アトピー性皮膚炎の新しい外用薬

新型コロナウイルスによる世界的騒動も終息が見えない状況ですが、その様な中、アトピー性皮膚炎患者さんには、嬉しいお知らせです。
アトピー性皮膚炎の治療は、「薬物療法」「スキンケア」「原因や、悪化させる因子への対策」の3点が基本になります。その薬物療法の中でも、炎症を抑える外用剤のメインとして、ステロイド外用剤が使われてきました。
この度、ステロイド外用剤とは違う、ヤヌスキナーゼ(以下JAK)阻害剤であるコレクチム軟膏が処方可能となりました。
コレクチム軟膏は、アトピー性皮膚炎(以下AD)の治療において、従来のステロイド外用剤や、免疫抑制外用剤とは異なる作用機序で、ADの症状を和らげる新しいお薬です。
ADの病態には、サイトカインと呼ばれる物質が関与しています。サイトカイン(IL-4IL-13IL-31etc)が、免疫細胞や神経にある「受容体」という受け皿につくと、JAKなどのシグナル経路が活性化され、炎症や痒みを引き起します。
コレクチム軟膏は、皮膚から浸透して、細胞内のJAK経路から伝達される炎症を引き起こすシグナルを、ブロックすることで、皮膚の炎症や痒みを抑えて、ADを改善します。

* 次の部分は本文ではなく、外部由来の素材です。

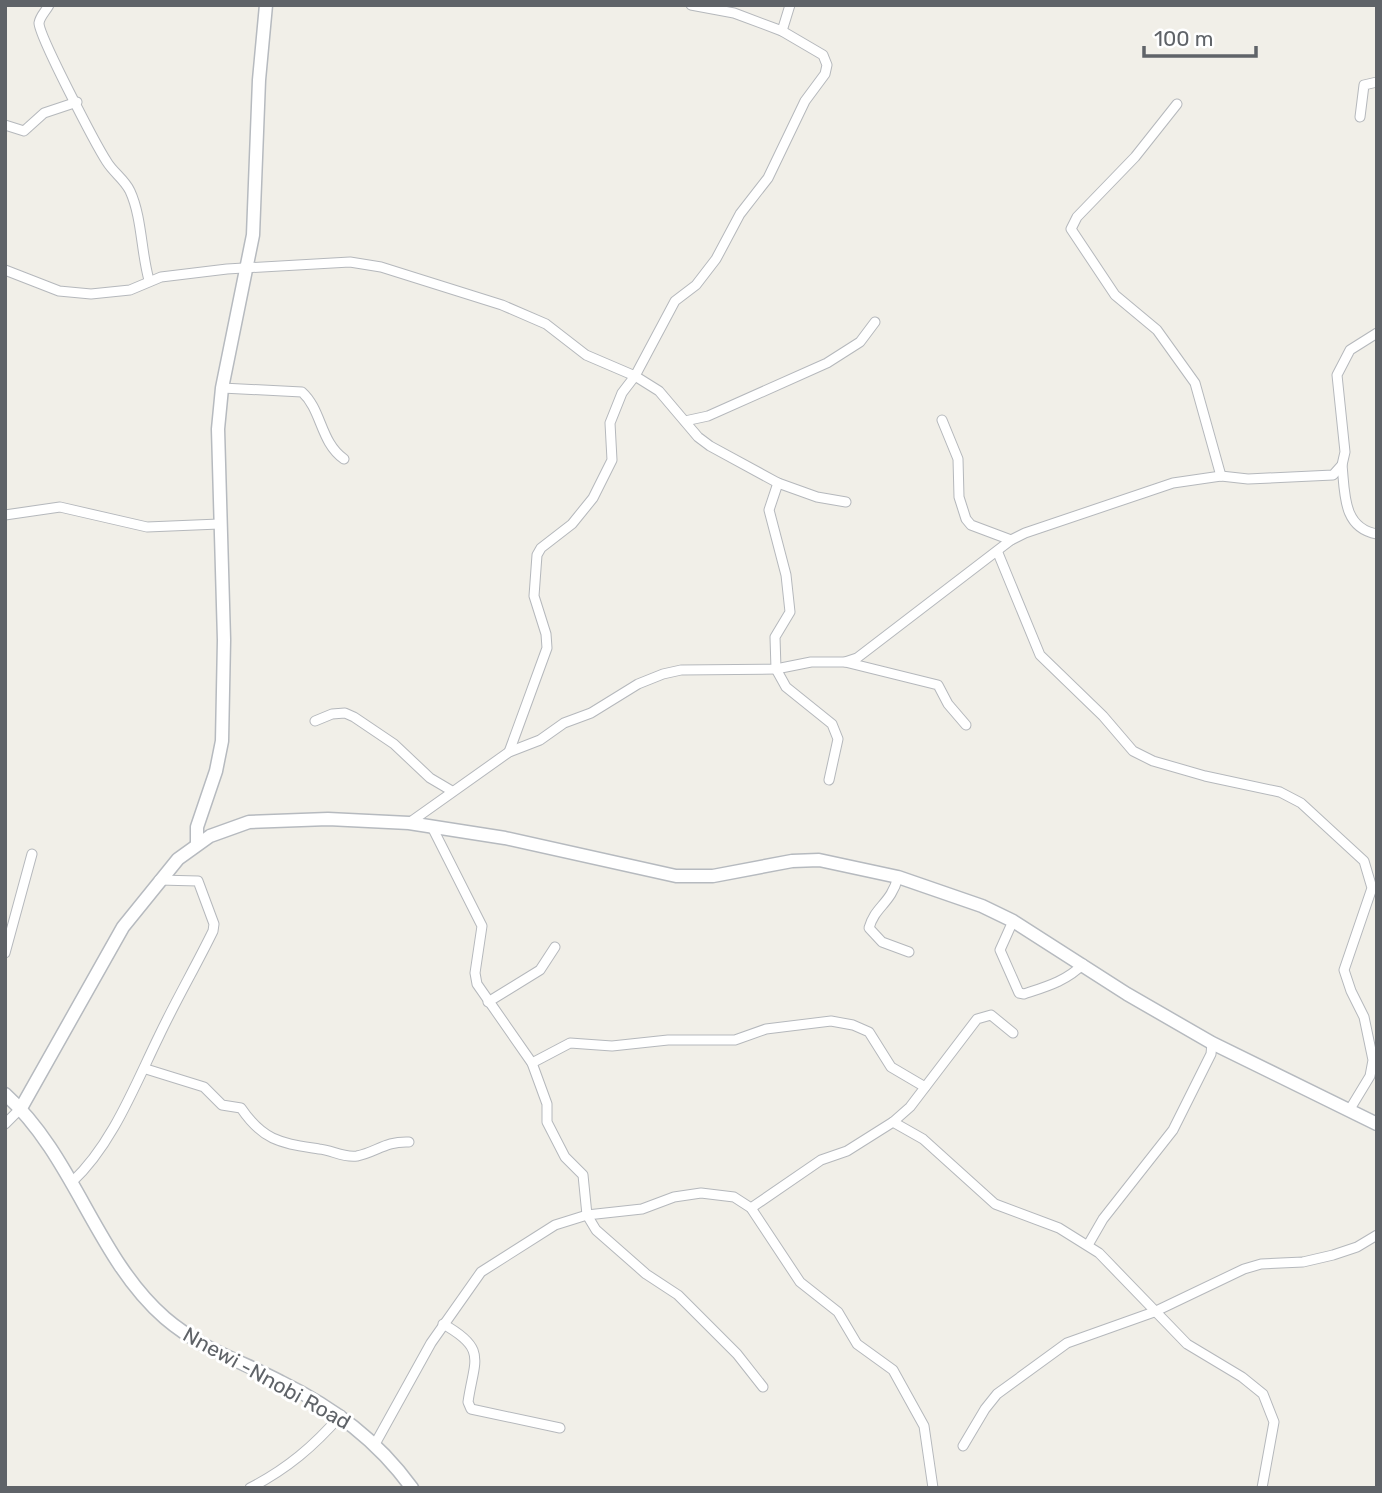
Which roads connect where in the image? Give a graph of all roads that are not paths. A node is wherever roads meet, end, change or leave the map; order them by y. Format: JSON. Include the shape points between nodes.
{"nodes":[{"id":1,"x":49,"y":5,"type":"edge"},
{"id":2,"x":266,"y":5,"type":"edge"},
{"id":3,"x":691,"y":5,"type":"edge"},
{"id":4,"x":790,"y":5,"type":"edge"},
{"id":5,"x":733,"y":9,"type":"edge"},
{"id":6,"x":782,"y":31,"type":"junction"},
{"id":7,"x":1377,"y":82,"type":"edge"},
{"id":8,"x":77,"y":102,"type":"junction"},
{"id":9,"x":1177,"y":104,"type":"dead end"},
{"id":10,"x":1360,"y":117,"type":"dead end"},
{"id":11,"x":5,"y":125,"type":"edge"},
{"id":12,"x":247,"y":269,"type":"junction"},
{"id":13,"x":5,"y":270,"type":"edge"},
{"id":14,"x":149,"y":280,"type":"junction"},
{"id":15,"x":875,"y":321,"type":"dead end"},
{"id":16,"x":1377,"y":333,"type":"edge"},
{"id":17,"x":635,"y":376,"type":"junction"},
{"id":18,"x":222,"y":388,"type":"junction"},
{"id":19,"x":942,"y":420,"type":"dead end"},
{"id":20,"x":685,"y":421,"type":"junction"},
{"id":21,"x":344,"y":459,"type":"dead end"},
{"id":22,"x":1342,"y":465,"type":"junction"},
{"id":23,"x":1221,"y":476,"type":"junction"},
{"id":24,"x":778,"y":483,"type":"junction"},
{"id":25,"x":846,"y":502,"type":"dead end"},
{"id":26,"x":5,"y":515,"type":"edge"},
{"id":27,"x":219,"y":524,"type":"junction"},
{"id":28,"x":1377,"y":534,"type":"edge"},
{"id":29,"x":1011,"y":540,"type":"junction"},
{"id":30,"x":998,"y":553,"type":"junction"},
{"id":31,"x":845,"y":662,"type":"junction"},
{"id":32,"x":776,"y":669,"type":"junction"},
{"id":33,"x":316,"y":721,"type":"dead end"},
{"id":34,"x":966,"y":725,"type":"dead end"},
{"id":35,"x":509,"y":752,"type":"junction"},
{"id":36,"x":830,"y":780,"type":"dead end"},
{"id":37,"x":452,"y":791,"type":"junction"},
{"id":38,"x":410,"y":823,"type":"junction"},
{"id":39,"x":432,"y":827,"type":"junction"},
{"id":40,"x":197,"y":843,"type":"junction"},
{"id":41,"x":32,"y":854,"type":"dead end"},
{"id":42,"x":898,"y":877,"type":"junction"},
{"id":43,"x":159,"y":880,"type":"junction"},
{"id":44,"x":1013,"y":921,"type":"junction"},
{"id":45,"x":555,"y":947,"type":"dead end"},
{"id":46,"x":909,"y":952,"type":"dead end"},
{"id":47,"x":5,"y":953,"type":"edge"},
{"id":48,"x":1083,"y":964,"type":"junction"},
{"id":49,"x":488,"y":1002,"type":"junction"},
{"id":50,"x":1013,"y":1033,"type":"dead end"},
{"id":51,"x":1212,"y":1043,"type":"junction"},
{"id":52,"x":533,"y":1063,"type":"junction"},
{"id":53,"x":146,"y":1069,"type":"junction"},
{"id":54,"x":925,"y":1087,"type":"junction"},
{"id":55,"x":5,"y":1094,"type":"edge"},
{"id":56,"x":20,"y":1108,"type":"junction"},
{"id":57,"x":1350,"y":1109,"type":"junction"},
{"id":58,"x":893,"y":1122,"type":"junction"},
{"id":59,"x":5,"y":1124,"type":"edge"},
{"id":60,"x":1377,"y":1124,"type":"edge"},
{"id":61,"x":408,"y":1142,"type":"dead end"},
{"id":62,"x":72,"y":1182,"type":"junction"},
{"id":63,"x":751,"y":1208,"type":"junction"},
{"id":64,"x":587,"y":1215,"type":"junction"},
{"id":65,"x":1377,"y":1235,"type":"edge"},
{"id":66,"x":1088,"y":1245,"type":"junction"},
{"id":67,"x":1154,"y":1312,"type":"junction"},
{"id":68,"x":443,"y":1324,"type":"junction"},
{"id":69,"x":763,"y":1387,"type":"dead end"},
{"id":70,"x":341,"y":1415,"type":"junction"},
{"id":71,"x":560,"y":1429,"type":"dead end"},
{"id":72,"x":375,"y":1444,"type":"junction"},
{"id":73,"x":963,"y":1446,"type":"dead end"},
{"id":74,"x":250,"y":1488,"type":"edge"},
{"id":75,"x":412,"y":1488,"type":"edge"},
{"id":76,"x":933,"y":1488,"type":"edge"},
{"id":77,"x":1262,"y":1488,"type":"edge"}],
"edges":[{"from":1,"to":8,"type":"street","via":[[39,22],[40,30]]},
{"from":2,"to":12,"type":"main road","via":[[254,223]]},
{"from":3,"to":5,"type":"street"},
{"from":4,"to":6,"type":"street"},
{"from":5,"to":6,"type":"street"},
{"from":6,"to":17,"type":"street","via":[[823,55],[825,74],[795,119],[768,177],[740,214],[704,277],[675,301]]},
{"from":7,"to":10,"type":"street","via":[[1364,85]]},
{"from":8,"to":11,"type":"street","via":[[44,113],[24,131]]},
{"from":8,"to":14,"type":"street","via":[[107,162],[131,194]]},
{"from":9,"to":23,"type":"street","via":[[1071,229],[1115,295],[1157,330],[1195,383]]},
{"from":12,"to":14,"type":"street"},
{"from":12,"to":17,"type":"street","via":[[350,262],[381,268],[502,305],[546,324],[586,355]]},
{"from":12,"to":18,"type":"main road"},
{"from":13,"to":14,"type":"street","via":[[59,291],[91,294],[130,290]]},
{"from":15,"to":20,"type":"street","via":[[860,342],[827,363],[708,416]]},
{"from":16,"to":22,"type":"street","via":[[1350,350],[1337,375],[1345,452]]},
{"from":17,"to":20,"type":"street","via":[[659,391]]},
{"from":17,"to":35,"type":"street","via":[[612,413],[612,460],[605,477],[572,524],[537,555],[534,596],[547,648]]},
{"from":18,"to":21,"type":"street","via":[[302,392],[327,442]]},
{"from":18,"to":27,"type":"main road"},
{"from":19,"to":29,"type":"street","via":[[958,459],[959,497],[966,519]]},
{"from":20,"to":24,"type":"street","via":[[710,446]]},
{"from":22,"to":23,"type":"street","via":[[1333,475]]},
{"from":22,"to":28,"type":"street","via":[[1350,517],[1357,526]]},
{"from":23,"to":29,"type":"street","via":[[1173,483]]},
{"from":24,"to":25,"type":"street"},
{"from":24,"to":32,"type":"street","via":[[769,510],[786,575],[790,612],[775,637]]},
{"from":26,"to":27,"type":"street","via":[[60,507],[147,527]]},
{"from":27,"to":40,"type":"main road","via":[[222,741],[197,827]]},
{"from":29,"to":30,"type":"street"},
{"from":30,"to":31,"type":"street","via":[[857,658]]},
{"from":30,"to":57,"type":"street","via":[[1040,656],[1133,751],[1179,769],[1280,792],[1301,803],[1364,861],[1372,888],[1344,970],[1364,1017],[1373,1060],[1370,1076]]},
{"from":31,"to":32,"type":"street"},
{"from":31,"to":34,"type":"street","via":[[938,685]]},
{"from":32,"to":35,"type":"street","via":[[663,674]]},
{"from":32,"to":36,"type":"street","via":[[786,687],[832,724],[838,739]]},
{"from":33,"to":37,"type":"street","via":[[332,714],[354,717]]},
{"from":35,"to":37,"type":"street"},
{"from":37,"to":38,"type":"street"},
{"from":38,"to":39,"type":"main road"},
{"from":38,"to":40,"type":"main road","via":[[272,819],[240,825]]},
{"from":39,"to":42,"type":"main road","via":[[505,838],[676,876],[713,876],[820,860]]},
{"from":39,"to":49,"type":"street","via":[[481,926],[475,973]]},
{"from":40,"to":43,"type":"main road"},
{"from":41,"to":47,"type":"street"},
{"from":42,"to":44,"type":"main road"},
{"from":42,"to":46,"type":"street","via":[[893,894],[876,912],[869,929],[882,942]]},
{"from":43,"to":53,"type":"street","via":[[198,881],[214,931],[157,1038]]},
{"from":43,"to":56,"type":"main road","via":[[123,927]]},
{"from":44,"to":48,"type":"main road"},
{"from":44,"to":48,"type":"street","via":[[1000,950],[1019,993],[1059,981]]},
{"from":45,"to":49,"type":"street","via":[[540,970]]},
{"from":48,"to":51,"type":"main road"},
{"from":49,"to":52,"type":"street"},
{"from":50,"to":54,"type":"street","via":[[984,1015]]},
{"from":51,"to":57,"type":"main road"},
{"from":51,"to":66,"type":"street","via":[[1211,1054],[1173,1130]]},
{"from":52,"to":54,"type":"street","via":[[570,1043],[612,1046],[735,1040],[766,1029],[831,1021],[869,1032],[891,1067]]},
{"from":52,"to":64,"type":"street","via":[[551,1133],[583,1175]]},
{"from":53,"to":61,"type":"street","via":[[204,1087],[222,1105],[241,1108],[271,1138],[302,1149],[350,1156],[394,1141]]},
{"from":53,"to":62,"type":"street","via":[[95,1161]]},
{"from":54,"to":58,"type":"street"},
{"from":55,"to":56,"type":"main road","name":"Nnewi -Nnobi Road"},
{"from":56,"to":59,"type":"street"},
{"from":56,"to":62,"type":"main road","name":"Nnewi -Nnobi Road"},
{"from":57,"to":60,"type":"main road"},
{"from":58,"to":63,"type":"street","via":[[847,1151],[821,1160]]},
{"from":58,"to":66,"type":"street","via":[[923,1139],[995,1204],[1059,1228]]},
{"from":62,"to":70,"type":"main road","name":"Nnewi -Nnobi Road","via":[[112,1253],[163,1317],[220,1356],[280,1381]]},
{"from":63,"to":64,"type":"street","via":[[734,1197],[701,1193],[642,1209]]},
{"from":63,"to":76,"type":"street","via":[[800,1282],[838,1312],[858,1343],[893,1370],[924,1426]]},
{"from":64,"to":68,"type":"street","via":[[555,1225],[481,1272]]},
{"from":64,"to":69,"type":"street","via":[[620,1252],[692,1309]]},
{"from":65,"to":67,"type":"street","via":[[1333,1255],[1244,1269]]},
{"from":66,"to":67,"type":"street"},
{"from":67,"to":73,"type":"street","via":[[1067,1343],[997,1394]]},
{"from":67,"to":77,"type":"street","via":[[1187,1344],[1263,1394],[1274,1422]]},
{"from":68,"to":71,"type":"street","via":[[462,1334],[475,1350],[471,1409]]},
{"from":68,"to":72,"type":"street"},
{"from":70,"to":72,"type":"main road","name":"Nnewi -Nnobi Road"},
{"from":70,"to":74,"type":"street","via":[[292,1464]]},
{"from":72,"to":75,"type":"main road","name":"Nnewi -Nnobi Road"}]}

コレクチム軟膏の用法は、1日2回、痒みのある患部に適量を塗ります。
*この場合の適量は、人差し指の先端から第一関節まで出した量が約0.5gです。
 この量を「1FTU」と言います。この量で、手のひら2枚分くらいの面積に塗ることができます。
1回に塗る量は5gまでとします。目や鼻などの粘膜、皮膚のキズやAD以外の炎症には使わないでください。万一目に入った場合は、すぐに洗い流してください。
薬を使って気になる変化、逆に4週間使用しても症状に変わりが無い場合は、主治医に相談してください。
コレクチム軟膏を塗りわすれた場合、決して2回分を一度に塗らないで下さい。
塗り忘れに気が付いた場合は「1回分」を塗ってください。ただし、次の塗る時間が近い場合は、「1回目」の使用はせず、予め決められていた次の時間に「1回分」を塗って下さい。
アトピー性皮膚炎は増悪軽快をくり返す疾患です。症状が軽快しても、目に見えない炎症が残っている事があります。
自己判断で中止せずにしっかりと塗り続けましょう。気になることがありましたら、我々皮膚科医にご相談ください。
※当クリニックは、患者様を新型コロナウイルスから守るため、マスク着用の呼びかけ、クリニックに立ち入る際の検温をさせて頂いています。また待合室の3密を避けるため、自動ドアを開放し、座席の間隔を空けて利用していただいています。万が一密な時は、患者様の携帯番号を控えて、順番が近くなるとコールするなど感染対策を行っております。